HOW TO COMPLETE THIS TASK: Collect every line in the records below that contains the word "名古屋津島線".

Collected data entries:
-- Opening Marker --

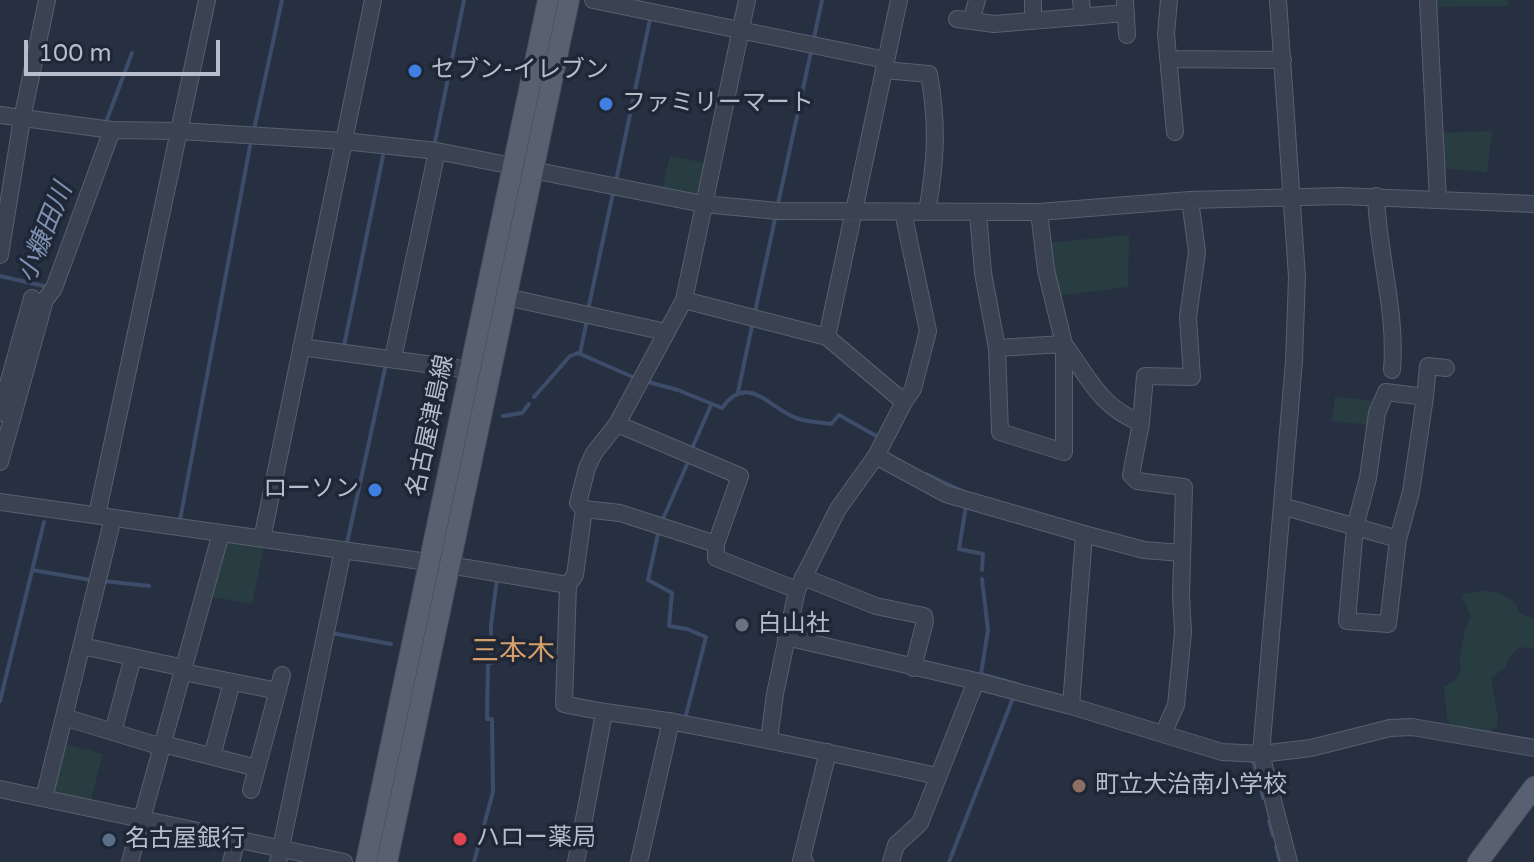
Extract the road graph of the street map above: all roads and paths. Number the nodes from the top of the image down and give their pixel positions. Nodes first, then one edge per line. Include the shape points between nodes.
1 (47, 0) edge
2 (207, 0) edge
3 (373, 0) edge
4 (548, 0) edge
5 (569, 0) edge
6 (593, 0) edge
7 (747, 0) edge
8 (899, 0) edge
9 (977, 0) edge
10 (1033, 0) edge
11 (1169, 0) edge
12 (1278, 0) edge
13 (1428, 0) edge
14 (1125, 6) edge
15 (1082, 8) edge
16 (1033, 21) junction
17 (741, 29) junction
18 (1127, 35) dead end
19 (1168, 59) junction
20 (1283, 60) junction
21 (885, 65) junction
22 (0, 115) edge
23 (22, 119) junction
24 (112, 130) junction
25 (180, 131) junction
26 (1175, 132) dead end
27 (344, 141) junction
28 (433, 150) junction
29 (523, 168) junction
30 (1376, 196) junction
31 (1293, 198) junction
32 (1190, 200) junction
33 (1438, 200) junction
34 (703, 204) junction
35 (1534, 204) edge
36 (855, 210) junction
37 (903, 212) junction
38 (927, 212) junction
39 (1039, 212) junction
40 (978, 213) junction
41 (0, 255) edge
42 (506, 297) junction
43 (32, 298) dead end
44 (684, 300) junction
45 (666, 332) junction
46 (827, 337) junction
47 (1064, 344) junction
48 (301, 347) junction
49 (997, 348) junction
50 (388, 357) junction
51 (16, 361) edge
52 (1446, 368) dead end
53 (470, 370) junction
54 (1392, 370) dead end
55 (1425, 397) junction
56 (904, 402) junction
57 (0, 413) edge
58 (1141, 423) junction
59 (617, 424) junction
60 (876, 456) junction
61 (0, 462) edge
62 (0, 502) edge
63 (1282, 506) junction
64 (584, 509) junction
65 (105, 517) junction
66 (1355, 527) junction
67 (221, 533) junction
68 (1084, 534) junction
69 (262, 539) junction
70 (1398, 539) junction
71 (716, 544) junction
72 (343, 550) junction
73 (1182, 553) junction
74 (439, 564) junction
75 (800, 583) junction
76 (568, 585) junction
77 (786, 637) junction
78 (82, 646) junction
79 (133, 657) junction
80 (913, 668) junction
81 (183, 670) junction
82 (976, 681) junction
83 (232, 682) junction
84 (1071, 706) junction
85 (604, 713) junction
86 (64, 717) junction
87 (671, 721) junction
88 (113, 732) junction
89 (1163, 734) junction
90 (769, 740) junction
91 (162, 745) junction
92 (1534, 748) edge
93 (828, 752) junction
94 (1261, 754) junction
95 (212, 756) junction
96 (257, 768) junction
97 (937, 776) junction
98 (1534, 787) edge
99 (0, 789) edge
100 (251, 790) dead end
101 (44, 798) junction
102 (142, 819) junction
103 (237, 839) junction
104 (279, 855) edge
105 (130, 862) edge
106 (231, 862) edge
107 (344, 862) edge
108 (366, 862) edge
109 (387, 862) edge
110 (576, 862) edge
111 (639, 862) edge
112 (805, 862) edge
113 (891, 862) edge
114 (1289, 862) edge
115 (1478, 862) edge

1 - 23 street
2 - 25 street
3 - 27 street
4 - 29 main road, 名古屋津島線
5 - 29 main road, 名古屋津島線
6 - 17 street
7 - 17 street
8 - 21 street
9 - 16 street via 964,20
10 - 16 street
11 - 19 street
12 - 20 street
13 - 33 street
14 - 15 street
14 - 18 street
15 - 16 street
17 - 21 street
17 - 34 street
19 - 20 street
19 - 26 street
20 - 31 street
21 - 36 street
21 - 38 street via 929,74 936,112
22 - 23 street
23 - 24 street
23 - 41 street
24 - 25 street
24 - 51 street via 54,288
25 - 27 street
25 - 65 street
27 - 28 street
27 - 48 street
28 - 29 street
28 - 50 street
29 - 34 street
29 - 42 main road, 名古屋津島線
29 - 53 main road, 名古屋津島線
30 - 31 street
30 - 33 street
30 - 54 street via 1391,315
31 - 32 street
31 - 63 street via 1294,361
32 - 39 street
32 - 58 street via 1197,252 1188,317 1192,377 1145,376
33 - 35 street
34 - 36 street via 778,211
34 - 44 street
36 - 37 street
36 - 46 street
37 - 38 street
37 - 56 street via 928,331 913,389
38 - 40 street
39 - 40 street
39 - 47 street
40 - 49 street
42 - 45 street
42 - 74 main road, 名古屋津島線
43 - 51 street
44 - 45 street
44 - 46 street
45 - 59 street
46 - 56 street
47 - 49 street
47 - 49 street via 1064,452 1000,432
47 - 58 street via 1102,399 1120,415
48 - 50 street
48 - 69 street
50 - 53 street
51 - 57 street
51 - 61 street
52 - 55 street via 1428,366
53 - 74 main road, 名古屋津島線
55 - 66 street via 1386,392 1377,413
55 - 70 street
56 - 60 street
58 - 73 street via 1131,475 1137,481 1184,487
59 - 64 street via 587,468 578,503
59 - 71 street via 740,476
60 - 68 street via 946,494
60 - 75 street via 838,509
62 - 65 street
63 - 66 street
63 - 94 street
64 - 71 street via 620,513
64 - 76 street via 575,575
65 - 67 street
65 - 78 street
66 - 70 street
66 - 70 street via 1347,621 1388,624
67 - 69 street
67 - 81 street
68 - 73 street via 1144,550
68 - 84 street
69 - 72 street
71 - 75 street via 716,558
72 - 74 street
72 - 104 street
73 - 89 street via 1183,632 1176,702
74 - 76 street
74 - 108 main road, 名古屋津島線
74 - 109 main road, 名古屋津島線
75 - 77 street
75 - 80 street via 924,616
76 - 85 street via 564,704
77 - 80 street
77 - 90 street
78 - 79 street
78 - 86 street
79 - 81 street
79 - 88 street
80 - 82 street
81 - 83 street
81 - 91 street
82 - 84 street
82 - 97 street
83 - 95 street
83 - 96 street via 280,683
84 - 89 street
85 - 87 street
85 - 110 street
86 - 88 street
86 - 101 street
87 - 90 street
87 - 111 street
88 - 91 street
89 - 94 street via 1222,752
90 - 93 street
91 - 95 street
91 - 102 street
92 - 94 street via 1412,727
93 - 97 street
93 - 112 street via 801,861
94 - 114 street
95 - 96 street
96 - 100 street
97 - 113 street via 920,823 896,845
98 - 115 main road
99 - 101 street
101 - 102 street
102 - 103 street
102 - 105 street
103 - 104 street
103 - 106 street
104 - 107 street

-- Closing Marker --

REPLY:
4 - 29 main road, 名古屋津島線
5 - 29 main road, 名古屋津島線
29 - 42 main road, 名古屋津島線
29 - 53 main road, 名古屋津島線
42 - 74 main road, 名古屋津島線
53 - 74 main road, 名古屋津島線
74 - 108 main road, 名古屋津島線
74 - 109 main road, 名古屋津島線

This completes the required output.